Some 604 of patients in this Phase III trial had left-sided tumors which are commonly found in the splenic flexure, descending sigmoid colon, and/or rectum. The others were right-sided tumors, which arise in the cecum, ascending colon, hepatic flexure, and/or transverse colon.
With a follow-up of 61 months, the study showed that the addition of panitumumab to doublet-chemotherapy was associated with a significant improvement in overall survival in patients with left-sided tumors compared to bevacizumab at 37.9 months versus 34.3 months with a hazard ratio of 0.82 (p=.031). No significant difference was revealed between the two arms for progression-free survival, where tumor size was stable or shrinking-13.7 months for the panitumumab region versus 13.2 months with the bevacizumab treatment.
Adverse events were consistent with reports from previous studies. However, there was a significant difference in response rate in patients with left-sided tumors, representing the percentage of patients with cancer that shrinks or disappears after treatment-80.2 percent for those receiving panitumumab compared to 68.6 percent with bevacizumab. Curative resection rates, which indicate that no tumor remains in the body, also showed a wide statistical gap-18.3 percent for those on panitumumab versus 11.6 percent for bevacizumab.

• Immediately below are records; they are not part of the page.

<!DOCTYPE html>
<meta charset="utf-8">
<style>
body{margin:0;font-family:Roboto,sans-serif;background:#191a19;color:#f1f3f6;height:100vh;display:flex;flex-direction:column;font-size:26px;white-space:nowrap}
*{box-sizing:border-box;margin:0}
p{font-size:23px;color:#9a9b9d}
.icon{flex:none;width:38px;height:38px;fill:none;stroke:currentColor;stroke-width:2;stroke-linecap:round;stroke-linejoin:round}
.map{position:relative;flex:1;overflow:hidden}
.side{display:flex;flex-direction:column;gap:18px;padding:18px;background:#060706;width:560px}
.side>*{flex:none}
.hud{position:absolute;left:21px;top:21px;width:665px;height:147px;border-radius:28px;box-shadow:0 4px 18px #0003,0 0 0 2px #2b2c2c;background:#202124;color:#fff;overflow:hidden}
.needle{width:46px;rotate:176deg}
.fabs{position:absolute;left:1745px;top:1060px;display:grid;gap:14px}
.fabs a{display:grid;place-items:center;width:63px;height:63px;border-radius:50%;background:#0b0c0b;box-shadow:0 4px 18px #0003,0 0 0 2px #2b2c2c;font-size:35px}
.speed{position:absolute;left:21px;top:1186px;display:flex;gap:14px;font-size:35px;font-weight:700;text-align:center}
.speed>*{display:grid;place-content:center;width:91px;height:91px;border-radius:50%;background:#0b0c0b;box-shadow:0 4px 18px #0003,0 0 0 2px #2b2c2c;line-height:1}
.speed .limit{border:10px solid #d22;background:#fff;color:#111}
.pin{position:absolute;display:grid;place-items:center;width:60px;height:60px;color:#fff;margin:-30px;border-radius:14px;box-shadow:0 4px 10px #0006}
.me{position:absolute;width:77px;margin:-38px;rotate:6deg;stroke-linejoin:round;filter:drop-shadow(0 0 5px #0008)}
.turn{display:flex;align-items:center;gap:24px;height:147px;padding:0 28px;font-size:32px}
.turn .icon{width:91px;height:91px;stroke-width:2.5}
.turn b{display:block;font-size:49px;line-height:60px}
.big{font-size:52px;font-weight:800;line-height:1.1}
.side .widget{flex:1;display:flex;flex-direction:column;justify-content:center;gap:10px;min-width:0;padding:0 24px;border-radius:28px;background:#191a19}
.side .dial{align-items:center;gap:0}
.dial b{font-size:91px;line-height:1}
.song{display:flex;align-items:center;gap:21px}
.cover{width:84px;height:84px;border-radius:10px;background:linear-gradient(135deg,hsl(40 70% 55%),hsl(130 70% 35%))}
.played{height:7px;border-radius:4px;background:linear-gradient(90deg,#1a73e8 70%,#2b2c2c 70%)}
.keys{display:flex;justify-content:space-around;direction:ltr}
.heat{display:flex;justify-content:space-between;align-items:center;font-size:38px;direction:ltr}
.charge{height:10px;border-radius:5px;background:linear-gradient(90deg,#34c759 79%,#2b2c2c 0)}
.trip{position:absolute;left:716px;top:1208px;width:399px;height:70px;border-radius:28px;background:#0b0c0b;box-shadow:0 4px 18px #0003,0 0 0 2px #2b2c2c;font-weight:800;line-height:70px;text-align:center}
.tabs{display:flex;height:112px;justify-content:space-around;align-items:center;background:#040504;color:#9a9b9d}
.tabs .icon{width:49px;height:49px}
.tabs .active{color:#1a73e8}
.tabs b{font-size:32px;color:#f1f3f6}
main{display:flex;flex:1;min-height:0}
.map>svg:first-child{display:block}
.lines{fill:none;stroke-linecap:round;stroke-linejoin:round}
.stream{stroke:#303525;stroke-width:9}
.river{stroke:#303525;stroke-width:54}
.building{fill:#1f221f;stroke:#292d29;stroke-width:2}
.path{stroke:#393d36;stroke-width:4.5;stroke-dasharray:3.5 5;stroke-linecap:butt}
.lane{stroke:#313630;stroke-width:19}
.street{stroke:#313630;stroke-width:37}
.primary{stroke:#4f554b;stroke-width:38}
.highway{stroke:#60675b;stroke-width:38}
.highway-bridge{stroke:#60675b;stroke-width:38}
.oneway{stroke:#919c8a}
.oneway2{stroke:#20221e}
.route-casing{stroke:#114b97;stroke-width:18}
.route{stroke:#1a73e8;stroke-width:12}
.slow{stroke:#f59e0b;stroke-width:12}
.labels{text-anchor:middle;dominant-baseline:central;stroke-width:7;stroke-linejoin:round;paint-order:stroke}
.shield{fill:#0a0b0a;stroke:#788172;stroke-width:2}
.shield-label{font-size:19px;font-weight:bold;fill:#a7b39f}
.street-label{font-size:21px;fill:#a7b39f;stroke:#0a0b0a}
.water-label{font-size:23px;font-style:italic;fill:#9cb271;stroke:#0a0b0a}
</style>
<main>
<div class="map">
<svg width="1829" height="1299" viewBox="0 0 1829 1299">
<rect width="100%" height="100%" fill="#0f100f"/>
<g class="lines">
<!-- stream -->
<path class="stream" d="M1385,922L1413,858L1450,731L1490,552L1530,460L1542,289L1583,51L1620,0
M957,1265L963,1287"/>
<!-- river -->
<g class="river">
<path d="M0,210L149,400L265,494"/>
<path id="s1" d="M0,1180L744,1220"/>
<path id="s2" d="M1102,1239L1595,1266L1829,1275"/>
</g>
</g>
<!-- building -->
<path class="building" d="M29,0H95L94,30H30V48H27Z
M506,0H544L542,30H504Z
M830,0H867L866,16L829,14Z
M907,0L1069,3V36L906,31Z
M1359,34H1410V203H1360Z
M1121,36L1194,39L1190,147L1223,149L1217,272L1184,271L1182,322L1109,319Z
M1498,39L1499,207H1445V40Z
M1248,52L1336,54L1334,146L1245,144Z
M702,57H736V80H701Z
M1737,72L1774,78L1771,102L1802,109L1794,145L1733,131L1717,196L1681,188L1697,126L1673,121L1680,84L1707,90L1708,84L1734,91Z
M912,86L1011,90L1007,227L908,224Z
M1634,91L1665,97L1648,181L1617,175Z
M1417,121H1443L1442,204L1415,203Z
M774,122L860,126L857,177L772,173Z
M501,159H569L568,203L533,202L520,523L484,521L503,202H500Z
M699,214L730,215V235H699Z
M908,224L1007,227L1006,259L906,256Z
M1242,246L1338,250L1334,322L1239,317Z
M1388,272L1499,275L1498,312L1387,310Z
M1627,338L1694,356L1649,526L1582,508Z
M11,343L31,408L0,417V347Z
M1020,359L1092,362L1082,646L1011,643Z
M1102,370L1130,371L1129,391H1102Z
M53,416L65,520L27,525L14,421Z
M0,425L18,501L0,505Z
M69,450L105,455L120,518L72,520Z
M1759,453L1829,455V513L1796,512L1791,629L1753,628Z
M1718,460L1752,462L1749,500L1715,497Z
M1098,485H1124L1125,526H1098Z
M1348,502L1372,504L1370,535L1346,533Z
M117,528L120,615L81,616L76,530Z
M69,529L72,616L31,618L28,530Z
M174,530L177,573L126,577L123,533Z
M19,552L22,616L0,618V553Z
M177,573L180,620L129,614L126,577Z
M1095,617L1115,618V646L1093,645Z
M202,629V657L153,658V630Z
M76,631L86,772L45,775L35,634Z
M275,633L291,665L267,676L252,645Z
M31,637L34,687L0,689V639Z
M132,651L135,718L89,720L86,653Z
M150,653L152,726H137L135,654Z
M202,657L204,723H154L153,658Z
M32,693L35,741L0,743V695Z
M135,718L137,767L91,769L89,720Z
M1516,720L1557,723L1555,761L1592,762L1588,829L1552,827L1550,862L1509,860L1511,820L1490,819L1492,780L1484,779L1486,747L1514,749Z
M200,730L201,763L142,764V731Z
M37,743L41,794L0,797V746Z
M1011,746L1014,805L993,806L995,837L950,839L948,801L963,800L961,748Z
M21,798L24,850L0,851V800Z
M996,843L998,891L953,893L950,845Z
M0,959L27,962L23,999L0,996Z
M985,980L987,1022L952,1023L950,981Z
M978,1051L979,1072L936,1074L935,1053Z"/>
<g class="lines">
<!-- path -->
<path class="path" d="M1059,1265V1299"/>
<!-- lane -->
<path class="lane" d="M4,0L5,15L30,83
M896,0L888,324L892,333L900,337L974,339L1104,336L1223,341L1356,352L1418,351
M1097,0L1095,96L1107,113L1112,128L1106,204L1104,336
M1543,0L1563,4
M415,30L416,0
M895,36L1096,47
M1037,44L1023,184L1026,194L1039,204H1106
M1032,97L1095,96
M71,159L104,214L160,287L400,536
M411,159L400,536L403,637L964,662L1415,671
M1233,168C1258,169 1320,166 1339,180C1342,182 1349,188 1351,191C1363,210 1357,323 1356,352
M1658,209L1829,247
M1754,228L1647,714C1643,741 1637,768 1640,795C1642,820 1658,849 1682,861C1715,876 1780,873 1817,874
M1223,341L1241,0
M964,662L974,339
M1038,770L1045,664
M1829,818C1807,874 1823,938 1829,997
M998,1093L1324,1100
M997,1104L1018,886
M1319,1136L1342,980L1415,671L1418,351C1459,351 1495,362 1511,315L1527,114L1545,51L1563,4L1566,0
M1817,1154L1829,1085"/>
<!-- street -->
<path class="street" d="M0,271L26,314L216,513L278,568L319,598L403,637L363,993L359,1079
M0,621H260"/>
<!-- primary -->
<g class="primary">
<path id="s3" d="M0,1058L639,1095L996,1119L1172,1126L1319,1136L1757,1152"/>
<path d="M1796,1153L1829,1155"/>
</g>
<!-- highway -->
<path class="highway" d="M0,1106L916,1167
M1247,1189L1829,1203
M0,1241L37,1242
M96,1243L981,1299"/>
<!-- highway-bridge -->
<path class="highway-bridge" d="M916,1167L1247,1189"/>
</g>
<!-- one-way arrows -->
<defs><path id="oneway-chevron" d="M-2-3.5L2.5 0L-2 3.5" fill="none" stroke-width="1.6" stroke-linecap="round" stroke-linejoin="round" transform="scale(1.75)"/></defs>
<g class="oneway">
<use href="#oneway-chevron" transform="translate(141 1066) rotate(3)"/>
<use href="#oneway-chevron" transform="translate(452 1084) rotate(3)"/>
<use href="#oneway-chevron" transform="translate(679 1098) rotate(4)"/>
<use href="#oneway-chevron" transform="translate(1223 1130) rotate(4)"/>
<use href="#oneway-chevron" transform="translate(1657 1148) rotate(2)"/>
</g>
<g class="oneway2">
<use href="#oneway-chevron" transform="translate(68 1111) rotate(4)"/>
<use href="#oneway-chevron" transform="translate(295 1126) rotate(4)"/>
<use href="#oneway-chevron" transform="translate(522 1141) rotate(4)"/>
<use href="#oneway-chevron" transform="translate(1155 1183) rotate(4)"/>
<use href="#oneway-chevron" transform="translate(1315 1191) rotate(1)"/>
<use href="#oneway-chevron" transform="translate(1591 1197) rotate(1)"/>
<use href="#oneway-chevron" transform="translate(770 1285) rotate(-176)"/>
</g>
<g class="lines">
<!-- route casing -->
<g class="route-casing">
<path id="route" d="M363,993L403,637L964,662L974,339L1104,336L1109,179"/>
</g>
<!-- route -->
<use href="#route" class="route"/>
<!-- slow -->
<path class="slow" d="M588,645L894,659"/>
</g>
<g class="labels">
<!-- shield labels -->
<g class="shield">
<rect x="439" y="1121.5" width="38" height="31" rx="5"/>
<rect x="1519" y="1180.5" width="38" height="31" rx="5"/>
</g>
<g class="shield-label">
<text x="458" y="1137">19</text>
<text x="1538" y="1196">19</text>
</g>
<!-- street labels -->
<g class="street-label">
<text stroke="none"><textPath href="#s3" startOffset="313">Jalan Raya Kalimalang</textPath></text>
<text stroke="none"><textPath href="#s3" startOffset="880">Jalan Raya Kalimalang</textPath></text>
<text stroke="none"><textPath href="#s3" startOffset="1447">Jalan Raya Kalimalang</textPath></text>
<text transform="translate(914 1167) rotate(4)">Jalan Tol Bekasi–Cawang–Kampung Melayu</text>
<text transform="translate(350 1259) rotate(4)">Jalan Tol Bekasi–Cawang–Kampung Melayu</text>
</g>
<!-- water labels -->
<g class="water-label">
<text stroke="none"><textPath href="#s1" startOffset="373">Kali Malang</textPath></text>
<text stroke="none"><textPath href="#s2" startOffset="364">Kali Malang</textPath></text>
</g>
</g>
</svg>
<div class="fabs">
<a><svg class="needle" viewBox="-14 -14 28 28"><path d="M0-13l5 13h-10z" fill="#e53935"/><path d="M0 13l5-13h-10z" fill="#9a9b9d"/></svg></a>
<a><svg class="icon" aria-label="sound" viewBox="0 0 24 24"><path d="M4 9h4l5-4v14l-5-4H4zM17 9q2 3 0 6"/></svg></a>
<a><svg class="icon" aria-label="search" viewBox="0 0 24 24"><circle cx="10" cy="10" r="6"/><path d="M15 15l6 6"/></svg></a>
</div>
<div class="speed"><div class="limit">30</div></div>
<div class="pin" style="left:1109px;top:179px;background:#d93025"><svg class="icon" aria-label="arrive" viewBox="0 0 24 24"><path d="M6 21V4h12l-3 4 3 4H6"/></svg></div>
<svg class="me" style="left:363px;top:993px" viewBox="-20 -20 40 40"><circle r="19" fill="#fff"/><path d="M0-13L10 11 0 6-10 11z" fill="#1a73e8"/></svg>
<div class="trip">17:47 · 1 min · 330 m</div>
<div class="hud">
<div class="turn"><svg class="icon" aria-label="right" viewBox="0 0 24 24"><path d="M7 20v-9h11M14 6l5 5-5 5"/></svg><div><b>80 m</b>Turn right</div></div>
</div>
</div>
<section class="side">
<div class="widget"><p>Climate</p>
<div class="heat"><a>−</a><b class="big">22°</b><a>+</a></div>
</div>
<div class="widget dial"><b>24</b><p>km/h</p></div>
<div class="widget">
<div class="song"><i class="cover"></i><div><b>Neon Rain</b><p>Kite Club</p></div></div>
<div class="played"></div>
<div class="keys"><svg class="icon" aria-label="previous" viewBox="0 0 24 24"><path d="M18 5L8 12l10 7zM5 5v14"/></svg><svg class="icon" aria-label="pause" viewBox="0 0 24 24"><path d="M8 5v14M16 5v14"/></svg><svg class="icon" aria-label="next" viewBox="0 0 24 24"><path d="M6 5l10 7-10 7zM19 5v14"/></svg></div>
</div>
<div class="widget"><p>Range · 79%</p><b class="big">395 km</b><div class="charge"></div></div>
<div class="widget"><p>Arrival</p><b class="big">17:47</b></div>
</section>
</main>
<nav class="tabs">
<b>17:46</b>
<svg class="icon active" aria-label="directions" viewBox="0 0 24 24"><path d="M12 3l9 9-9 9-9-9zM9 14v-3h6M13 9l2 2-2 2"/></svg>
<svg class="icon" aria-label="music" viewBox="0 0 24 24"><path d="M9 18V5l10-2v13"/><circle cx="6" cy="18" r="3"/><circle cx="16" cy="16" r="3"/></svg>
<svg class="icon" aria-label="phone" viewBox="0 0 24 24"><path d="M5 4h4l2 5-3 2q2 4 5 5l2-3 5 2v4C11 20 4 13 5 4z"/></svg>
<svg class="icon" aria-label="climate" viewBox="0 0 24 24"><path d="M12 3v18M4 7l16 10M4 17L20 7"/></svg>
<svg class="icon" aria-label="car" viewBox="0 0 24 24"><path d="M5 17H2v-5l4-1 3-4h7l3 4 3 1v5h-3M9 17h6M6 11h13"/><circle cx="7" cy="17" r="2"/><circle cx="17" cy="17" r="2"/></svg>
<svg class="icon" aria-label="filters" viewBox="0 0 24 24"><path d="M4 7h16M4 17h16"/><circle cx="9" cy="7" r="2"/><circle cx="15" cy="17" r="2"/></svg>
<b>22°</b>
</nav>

Researchers suggest these somewhat confounding results may point to some long-term benefit of early anti-EGFR therapy for patients with left-sided tumors, but more studies will be needed to better understand the biology behind these findings. As for next steps, Yoshino said he and colleagues are performing an analysis of pre-treatment and post-treatment plasma and tissue samples from patients in the study to better define predictive biomarkers needed to guide future treatments.
"This trial demonstrates that, if gene testing shows that a tumor is RAS wild-type, the choice of initial treatment with panitumumab plus mFOLFOX6 chemotherapy is superior to initial treatment with bevacizumab plus mFOLFOX6 chemotherapy for those people with left-sided tumors," Yoshino noted.
Warren Froelich is a contributing writer.